What to produce
In the records below, some lines hold the word "index". Copy each of those lines.
^^^^
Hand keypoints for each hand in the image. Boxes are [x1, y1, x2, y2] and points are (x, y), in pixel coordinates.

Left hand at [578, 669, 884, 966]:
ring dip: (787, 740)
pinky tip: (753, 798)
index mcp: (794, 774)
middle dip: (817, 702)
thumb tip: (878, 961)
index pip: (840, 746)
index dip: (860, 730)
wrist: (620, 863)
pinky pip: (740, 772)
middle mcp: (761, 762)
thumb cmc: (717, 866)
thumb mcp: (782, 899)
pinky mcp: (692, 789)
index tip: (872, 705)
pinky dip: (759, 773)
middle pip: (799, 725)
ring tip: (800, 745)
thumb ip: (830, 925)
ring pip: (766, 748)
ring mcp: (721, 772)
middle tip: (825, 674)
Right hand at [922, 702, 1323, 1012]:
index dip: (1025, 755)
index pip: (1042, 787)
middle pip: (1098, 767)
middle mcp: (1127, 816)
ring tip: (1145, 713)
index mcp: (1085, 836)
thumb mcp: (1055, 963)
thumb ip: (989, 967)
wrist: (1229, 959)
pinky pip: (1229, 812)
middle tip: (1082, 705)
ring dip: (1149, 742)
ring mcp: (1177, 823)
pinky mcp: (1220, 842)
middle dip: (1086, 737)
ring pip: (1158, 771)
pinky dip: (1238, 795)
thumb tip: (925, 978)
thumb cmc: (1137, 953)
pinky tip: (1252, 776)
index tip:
^^^^
Response to the task
index mcp: (794, 774)
index pip: (840, 746)
index dip: (860, 730)
index tip: (872, 705)
index dip: (1025, 755)
index pip: (1042, 787)
index mcp: (1085, 836)
index tip:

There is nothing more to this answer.